В номинации двоедушник `оборотень' (Днем как человек, а ночью волком бегат, вот двоедушник-то (Арх: Лен)) можно увидеть представление о том, что душа не является прерогативой человека, животные также об ладают ею. Ср.: «У животных есть душа, но животная. А у человека душа человеческая, высшая, как и сам человек <…> В человеке надо различать душу и дух» [Феофан Затворник]. Однако для народного сознания (по крайней мере, на исследуемой территории), по-видимому, не актуально противопоставление «души» и «духа». Это проявляется и в легкой взаимозаменяемости соответствующих слов в схожих контекстах (Из души спустилася (Арх: В-Т); Все уж пали, вымерли, спустилися из духа (Арх: Пин)), и напрямую, в объяснениях диалектоносителей: Дух Святой -- это и есть душа (Влг: Тот); Никак её не заметишь, душа, дух она, так чего заметишь? (Там же).

Контекстов со словом дух фиксируется существенно меньше, при этом высказывания, содержащие данную лексему, тяготеют к почти дословному цитированию текстов Священного Писания: В сентябре опять Успленьев День, 21 сентября. Вот Мати-то Божья успела. На нее пришел странничек, говорит: «Ты родишь сына». А она ему отвечает: «Как я тебе могу родить сына, когда я не имею мужаА ей этот странничек и сказал: «На тебя нанесет Святой Дух, ты родишь спасителя мира и наречешь ему имя Иисус» (Влг: Тот) <ср.: «И сказал ей Ангел: <…> И вот, зачнешь во чреве, и родишь Сына, и наречешь Ему имя: Иисус <…>. Мария же сказала Ангелу: как будет это, когда Я мужа не знаю? Ангел сказал ей в ответ: Дух Святый нанесет на Тебя…» [Лук 1: 30--35]>; После Троицы еще большой праздник был -- Духов День. Дух живой над рекой летает, его и не увидит никто <Ср.: «Земля же была безвидна и пуста, и тьма над бездною, и Дух Божий носился над водою» [Быт. 1:2]>.
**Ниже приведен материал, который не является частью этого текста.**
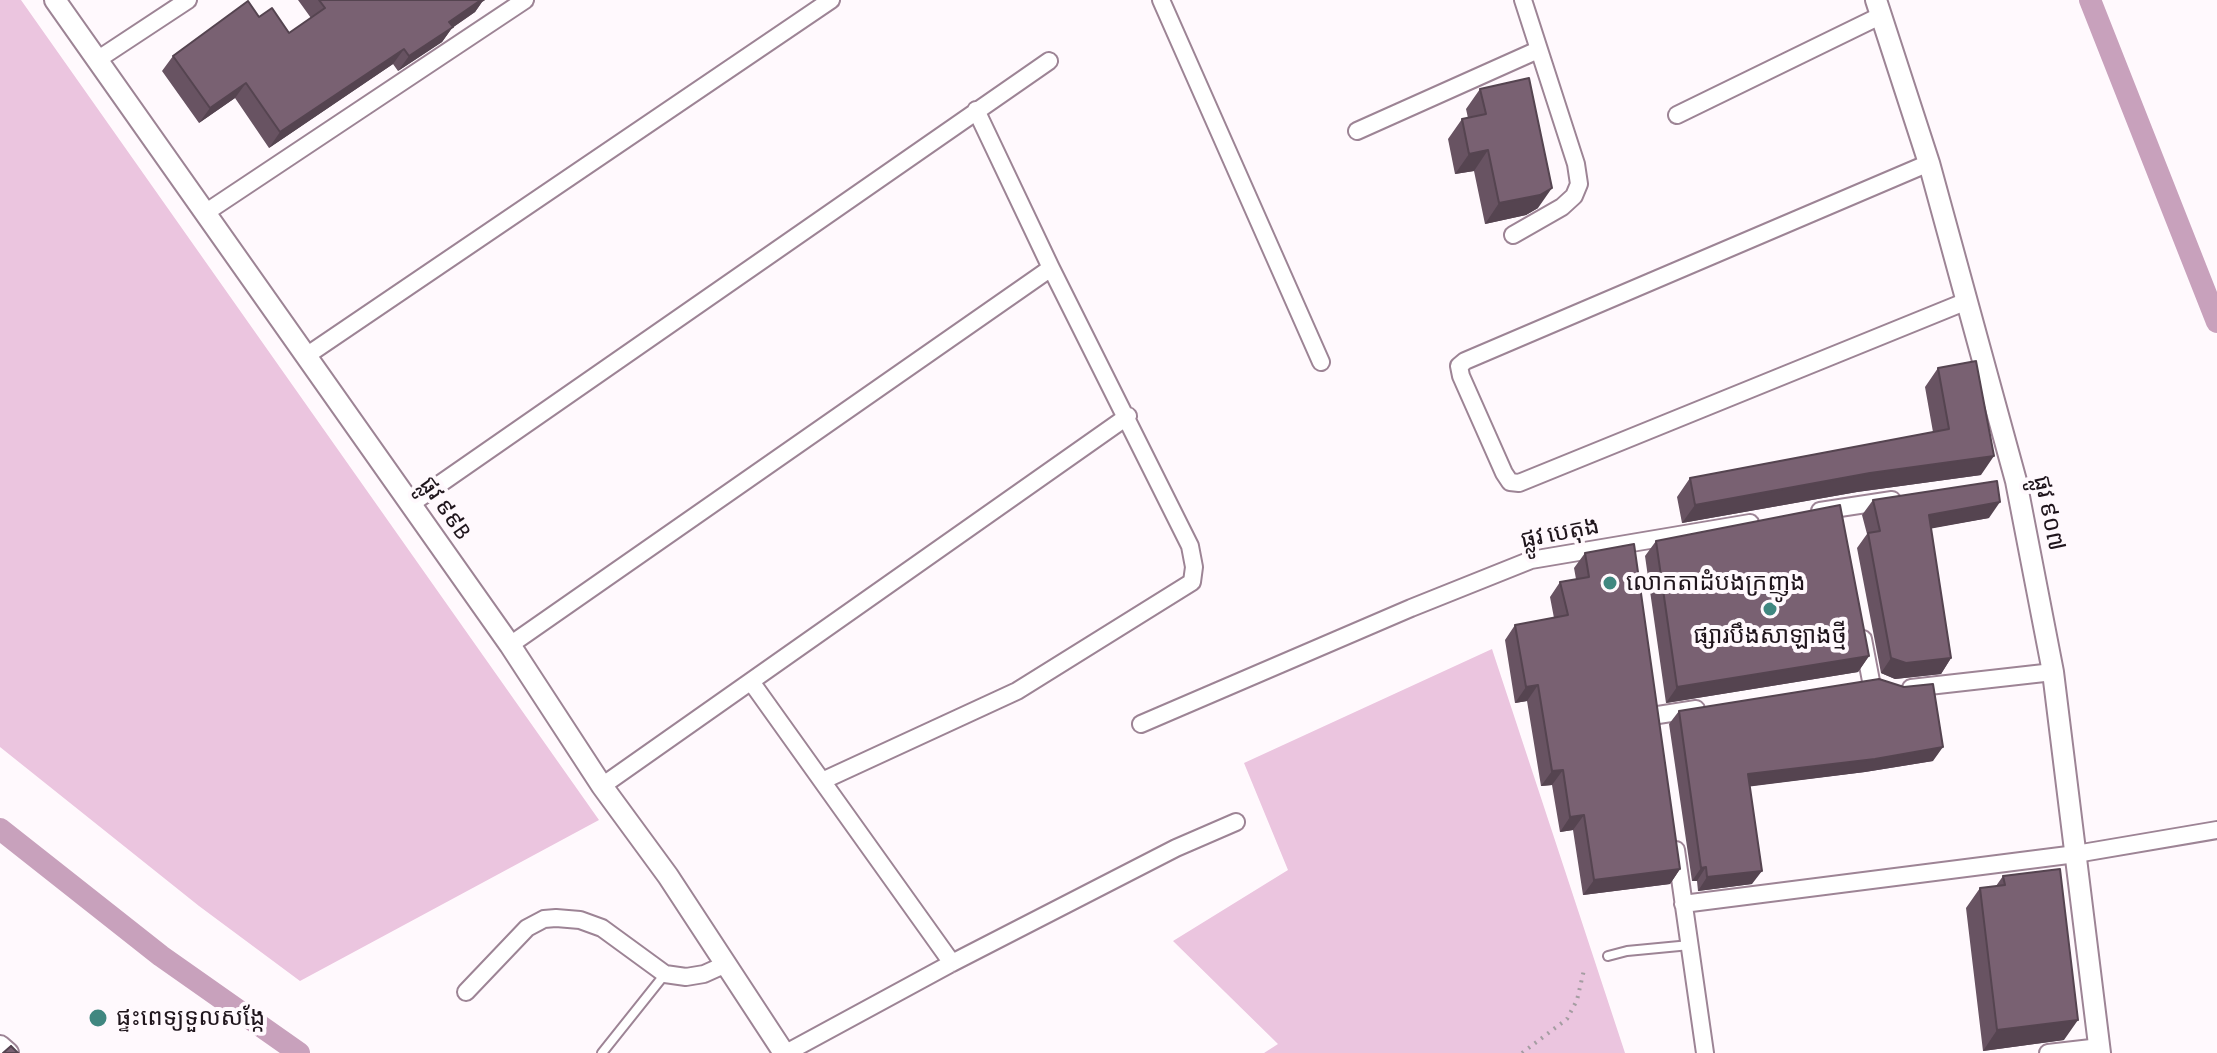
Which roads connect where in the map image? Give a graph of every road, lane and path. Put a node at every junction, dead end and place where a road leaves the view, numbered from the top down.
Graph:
1 (55, 0) edge
2 (188, 0) edge
3 (525, 0) edge
4 (831, 0) edge
5 (1161, 0) edge
6 (1523, 0) edge
7 (1879, 8) edge
8 (1538, 50) junction
9 (97, 60) junction
10 (1049, 61) dead end
11 (976, 110) junction
12 (1677, 115) dead end
13 (1357, 131) dead end
14 (1929, 163) junction
15 (205, 213) junction
16 (1513, 235) dead end
17 (1051, 268) junction
18 (1967, 301) junction
19 (306, 356) junction
20 (1321, 362) dead end
21 (1128, 416) junction
22 (1912, 497) edge
23 (411, 504) junction
24 (1808, 513) edge
25 (1764, 520) edge
26 (1860, 623) edge
27 (510, 645) junction
28 (2053, 672) junction
29 (752, 683) junction
30 (1719, 705) edge
31 (1658, 715) edge
32 (1141, 724) dead end
33 (822, 781) junction
34 (602, 786) junction
35 (1236, 822) dead end
36 (2217, 830) edge
37 (1675, 841) edge
38 (2076, 854) junction
39 (1683, 904) junction
40 (1690, 945) junction
41 (1608, 956) dead end
42 (952, 963) junction
43 (724, 965) junction
44 (1584, 970) dead end
45 (665, 974) junction
46 (466, 992) dead end
47 (0, 1046) edge
48 (2100, 1050) edge
49 (8, 1053) edge
50 (602, 1053) edge
51 (785, 1053) edge
52 (1522, 1053) edge
53 (1705, 1053) edge
54 (2048, 1053) edge

1 - 9 street, ផ្លូវ ៩៩B
2 - 9 street
3 - 15 street
4 - 19 street
5 - 20 street
6 - 8 street
7 - 12 street
7 - 14 street, ផ្លូវ ៩០៧
8 - 13 street
8 - 16 street
9 - 15 street, ផ្លូវ ៩៩B
10 - 11 street
11 - 17 street
11 - 23 street
14 - 18 street, ផ្លូវ ៩០៧
14 - 18 street
15 - 19 street, ផ្លូវ ៩៩B
17 - 21 street
17 - 27 street
18 - 28 street, ផ្លូវ ៩០៧
19 - 23 street, ផ្លូវ ៩៩B
21 - 29 street
21 - 33 street
22 - 24 street
23 - 27 street, ផ្លូវ ៩៩B
25 - 32 street, ផ្លូវ បេតុង
26 - 28 street
27 - 34 street, ផ្លូវ ៩៩B
28 - 38 street, ផ្លូវ ៩០៧
29 - 33 street
29 - 34 street
30 - 31 street
33 - 42 street
34 - 43 street, ផ្លូវ ៩៩B
35 - 42 street
36 - 38 street
37 - 39 street
38 - 39 street
38 - 48 street, ផ្លូវ ៩០៧
39 - 40 street
40 - 41 lane
40 - 53 street
42 - 51 street
43 - 45 street
43 - 51 street, ផ្លូវ ៩៩B
44 - 52 path
45 - 46 street
45 - 50 lane
47 - 49 street
48 - 54 street

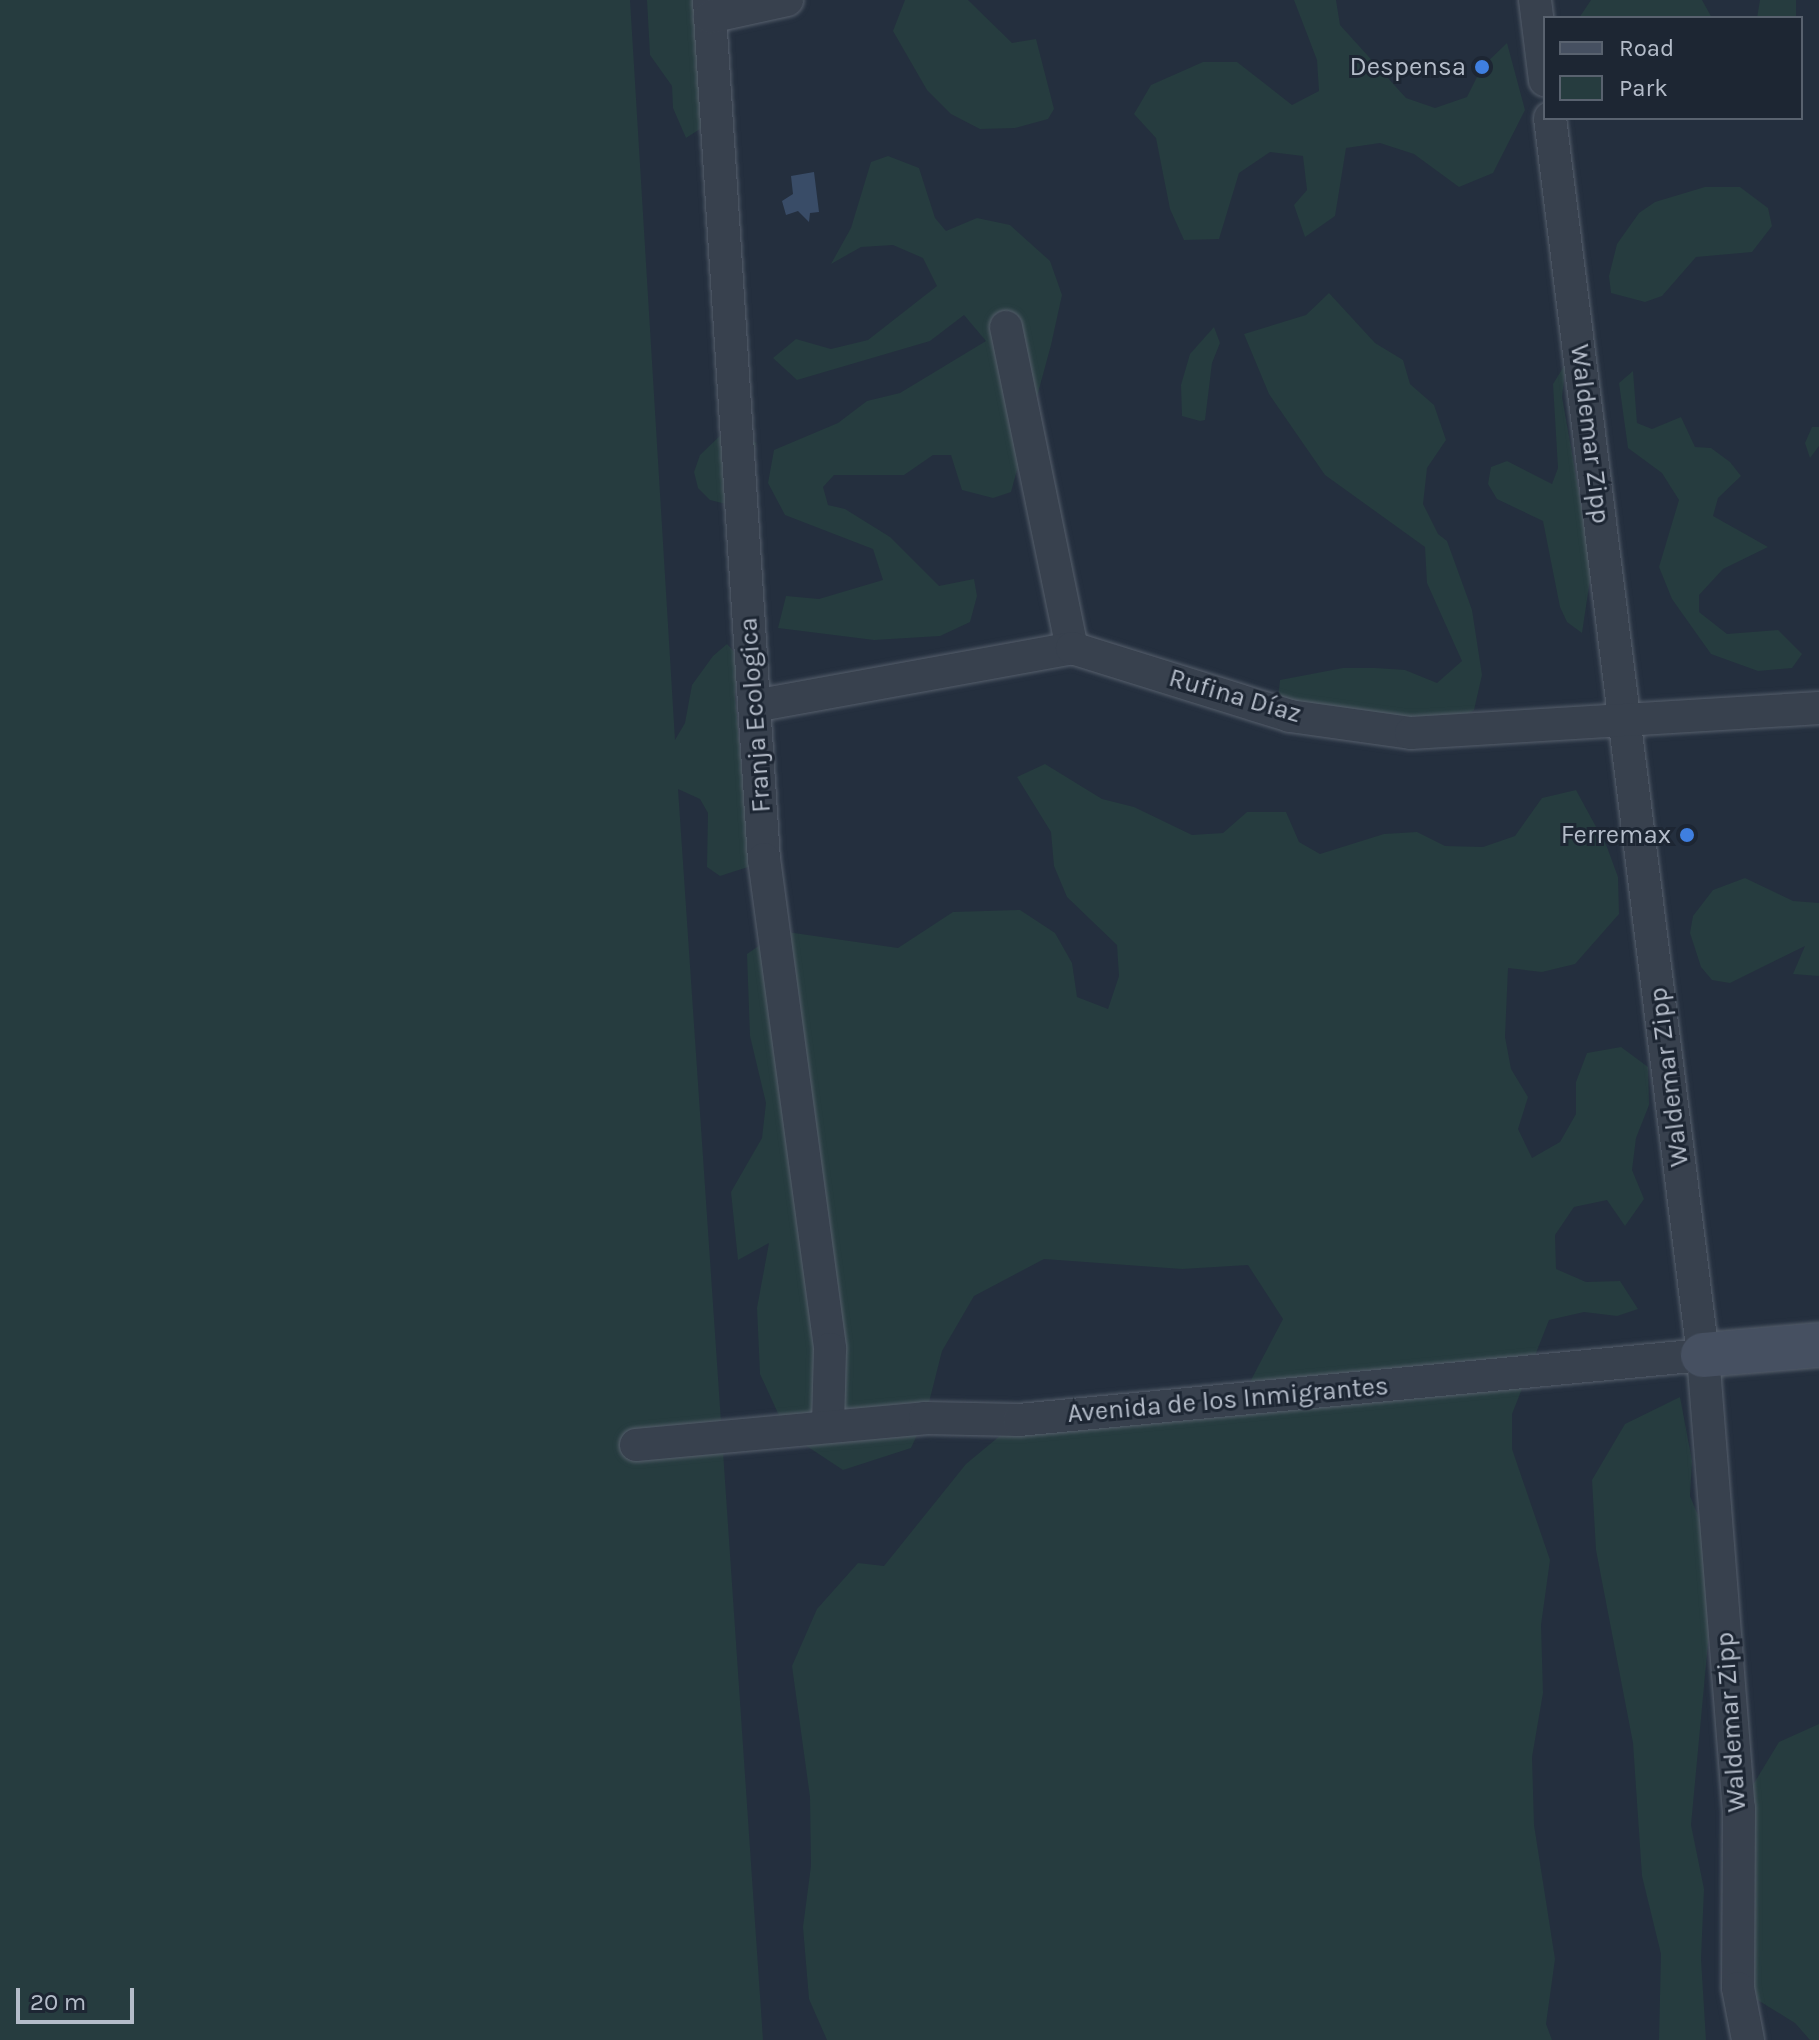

Душа предстает как предмет в глагольной сочетаемости: Душу на исповедание припасали, грехи сдавали (Костр: Мак); С пьяницами нечего душу заматывать (Костр: Вох). Однако в целом в речевом представлении почти не встречается контекстов, где душа выступала бы как объект, а не субъект действий, что отличается от исторической книжной традиции, где фиксируются контексты типа «аще кто положить дшю свою за другъ свои, можеть мои оученикъ быть» (И. л.); «ти тако скончашася, предавше своядуша господеви» (Н. л.) и др. (см. Кондратьева, 2004, с. 146--147).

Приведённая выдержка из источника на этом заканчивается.